Résumé non technique d'un projet d'expérimentation animale publié sur ALURES le 24/10/2023
("EC NTS/RA identifier" : NTS-FR-568260)
48 veaux vont être utilisés dans des procédures impliquant un niveau de souffrance léger, tous gardés vivants dans leur élevage à l’issue. Atteints d’une infection du nombril ou inclus comme témoins, ils reçoivent l’antibiotique amoxicilline-acide clavulanique et subissent des prélèvements de sang, dont neuf en un jour via un cathéter jugulaire posé 24 heures, et de matières fécales, pour comparer l’effet des voies d’administration sur le microbiote et la résistance aux antibiotiques. Le porteur décrit des prélèvements courants en élevage et une douleur « modérée et de courte durée » à la pose du cathéter. Il présente ces données comme « indispensables » au vétérinaire prescripteur et écarte tout modèle in vitro pour une étude de terrain.
Objectifs et bénéfices escomptés du projet
Décrire les objectifs du projet.
L’émergence de mécanismes d’antibiorésistance constitue un véritable problème de santé publique et un défi majeur pour la santé animale et la santé humaine. Limiter l’émergence de mécanismes de résistance aux antibiotiques (AB) nécessite de les utiliser notamment avec des posologies adaptées. Or, les données pharmacocinétiques des AB chez l’animal et notamment chez l’animal malade sont souvent limitées, alors que le contexte infectieux peut affecter les concentrations plasmatiques en AB et donc leur efficacité. Cette question est d’autant plus importante que ces animaux sont destinés ensuite à être consommés. Il est possible que la voie d’administration orale ou parentérale n’ait pas les mêmes effets sur le microbiote et sur l’apparition de mécanismes de résistances. Certains AB administrés par voie injectable pourraient être à l’origine de dysbioses et faciliter la sélection de bactéries résistantes. Il est possible que des traces d’AB puissent en effet atteindre le tube digestif, créant des conditions favorables au développement des mécanismes de résistance. Les données sur les concentrations intestinales en AB et l’exposition consécutive du microbiote, en conditions réelles de traitement ne sont pas disponibles. Cette étude pourrait apporter des données clefs afin de mieux traiter les animaux et protéger le consommateur et surtout apporter des éléments permettant de mieux utiliser les AB afin de limiter la résistance tout en garantissant leur efficacité. Parmis les antibiotiques utilisés en médecine vétérinaire l’association amoxicilline/acide clavulanique (AMC) est un des antibiotiques les plus couramment utilisé. Sa consommation a augmenté en santé humaine et animale ces dernières années. Son importance est telle que sa disparition de l’arsenal thérapeutique à cause des résistances qui pourraient apparaître suite à son usage, mettrait en péril le traitement des affections bactériennes en santé animales et humaine. Les objectifs de ce projet sont : – De comparer l’exposition du microbiote à l’association amoxicilline/acide clavulanique (AMC) en fonction de la voie d’administration chez des veaux d’élevage atteints d’omphalophlébite (afin de raffiner la posologie d’administration des anti-infectieux chez les ruminants). – D’évaluer les conséquences chez des animaux sains (ou atteints d’omphalophlébite) de l’administration d’AMC sur la composition du microbiote intestinal et sur l’émergence de gènes de résistances bactériens au niveau de ce microbiote.
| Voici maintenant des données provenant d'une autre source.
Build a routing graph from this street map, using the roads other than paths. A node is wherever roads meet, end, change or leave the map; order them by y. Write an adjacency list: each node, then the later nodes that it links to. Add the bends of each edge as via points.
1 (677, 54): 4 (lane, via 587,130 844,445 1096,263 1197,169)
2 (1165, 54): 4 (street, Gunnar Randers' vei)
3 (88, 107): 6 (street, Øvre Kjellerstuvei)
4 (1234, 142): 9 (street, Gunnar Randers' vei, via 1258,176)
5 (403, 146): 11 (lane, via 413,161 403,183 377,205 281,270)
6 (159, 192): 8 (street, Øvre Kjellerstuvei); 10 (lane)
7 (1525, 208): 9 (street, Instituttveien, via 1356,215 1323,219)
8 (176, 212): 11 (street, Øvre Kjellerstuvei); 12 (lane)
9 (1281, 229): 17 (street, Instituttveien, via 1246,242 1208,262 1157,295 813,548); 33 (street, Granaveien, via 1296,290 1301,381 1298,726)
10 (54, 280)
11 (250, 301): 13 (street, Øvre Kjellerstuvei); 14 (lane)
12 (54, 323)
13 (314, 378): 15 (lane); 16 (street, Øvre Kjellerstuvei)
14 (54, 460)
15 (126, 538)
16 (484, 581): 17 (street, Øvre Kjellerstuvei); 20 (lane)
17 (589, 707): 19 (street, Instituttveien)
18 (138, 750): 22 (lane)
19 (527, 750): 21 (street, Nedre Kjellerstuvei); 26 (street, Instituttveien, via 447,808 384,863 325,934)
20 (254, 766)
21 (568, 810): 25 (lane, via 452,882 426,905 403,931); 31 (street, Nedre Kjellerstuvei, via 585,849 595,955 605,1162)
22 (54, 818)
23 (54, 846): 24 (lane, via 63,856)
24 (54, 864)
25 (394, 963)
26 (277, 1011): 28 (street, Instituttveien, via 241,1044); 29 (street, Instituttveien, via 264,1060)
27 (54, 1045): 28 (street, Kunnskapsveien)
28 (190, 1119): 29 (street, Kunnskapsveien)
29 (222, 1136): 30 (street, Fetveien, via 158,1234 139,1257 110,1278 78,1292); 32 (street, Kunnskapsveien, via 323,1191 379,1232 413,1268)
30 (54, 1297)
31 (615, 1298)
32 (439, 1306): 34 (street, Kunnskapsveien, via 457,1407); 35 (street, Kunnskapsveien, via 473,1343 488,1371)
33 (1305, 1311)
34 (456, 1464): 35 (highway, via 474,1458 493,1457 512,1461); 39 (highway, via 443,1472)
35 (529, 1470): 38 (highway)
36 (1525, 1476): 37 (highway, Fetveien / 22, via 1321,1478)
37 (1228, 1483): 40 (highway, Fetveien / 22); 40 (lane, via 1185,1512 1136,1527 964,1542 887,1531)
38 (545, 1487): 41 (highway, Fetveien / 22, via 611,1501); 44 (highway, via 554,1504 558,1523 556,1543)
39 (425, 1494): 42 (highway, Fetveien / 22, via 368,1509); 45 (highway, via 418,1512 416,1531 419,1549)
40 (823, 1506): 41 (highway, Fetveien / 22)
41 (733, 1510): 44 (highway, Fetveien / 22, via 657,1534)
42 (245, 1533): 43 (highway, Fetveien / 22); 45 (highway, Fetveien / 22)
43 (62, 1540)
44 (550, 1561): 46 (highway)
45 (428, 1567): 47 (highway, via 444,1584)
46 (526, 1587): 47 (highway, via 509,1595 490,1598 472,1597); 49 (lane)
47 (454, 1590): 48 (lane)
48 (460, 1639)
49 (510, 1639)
Quels sont les bénéfices susceptibles de découler de ce projet?
A terme l’étude permettra d’apporter de nouvelles informations concernant les impacts d’un traitement antibiotique sur la composition du microbiote et l’émergence de gènes de résistance chez les bactéries de ce microbiote. En particulier, il permettra d’éclairer le prescripteur sur les risques encourus de l’usage des antibiotiques, quelle que soit la voie d’administration. Aujourd’hui, il est recommandé de recourir à la voie injectable, partant du postulat que l’exposition du microbiote à l’AB est minime voire nulle. Or, ce postulat tend à être remis en question. Notre étude permettra d’apporter des éléments supplémentaires important pour le prescripteur. A ce jour, les études d’impact sur le microbiote se multiplient mais peu concernent les animaux d’élevage, et encore moins des animaux malades traités dans les conditions normales d’emploi d’un AB largement utilisé qu’est l’AMC. Ainsi, notre étude sera le reflet le plus proche de la réalité et les résultats obtenus représentatifs de l’usage réel des AB. Ces résultats seront donc plus impactants pour le vétérinaire. Enfin, par l’analyse des concentrations plasmatiques chez l’animal malade, les résultats permettront ou non de conforter les posologies fixées dans l’autorisation de mise sur le marché de l’AB, posologies fixées il y a plusieurs années sans prendre en considération les méthodes actuelles permettant de les calculer (modèle PK/PD). Ce modèle d’étude est d’autant plus intéressant qu’il utilise des cas spontanés d’infections bactériennes. Il s’agit donc d’une réelle opportunité de proposer un bon usage de l’AMC, antibiotique majeur de l’arsenal thérapeutique en médecine animale. Le bénéfice de l’étude est un bénéfice pour l’élevage en tant que tel qui pourra par la suite permettre d’adapter l’usage de l’antibiotique de façon personnalisée selon la CMI de la bactérie qui circule dans l’élevage. Le second bénéfice est un bénéfice pour la santé publique car les résultats permettront d’émettre des recommandations en matière d’usage des antibiotiques et d’impact sur la sélection de bactéries résistantes. Ces données sont indispensables pour le vétérinaire prescripteur dans l’application de l’arrêté du 22 juillet 2015 relatif aux bonnes pratiques d’empli des médicaments contenant une ou plusieurs substances antibiotiques en médecine vétérinaire.
Nuisances prévues
À quelles procédures les animaux seront-ils soumis en règle générale?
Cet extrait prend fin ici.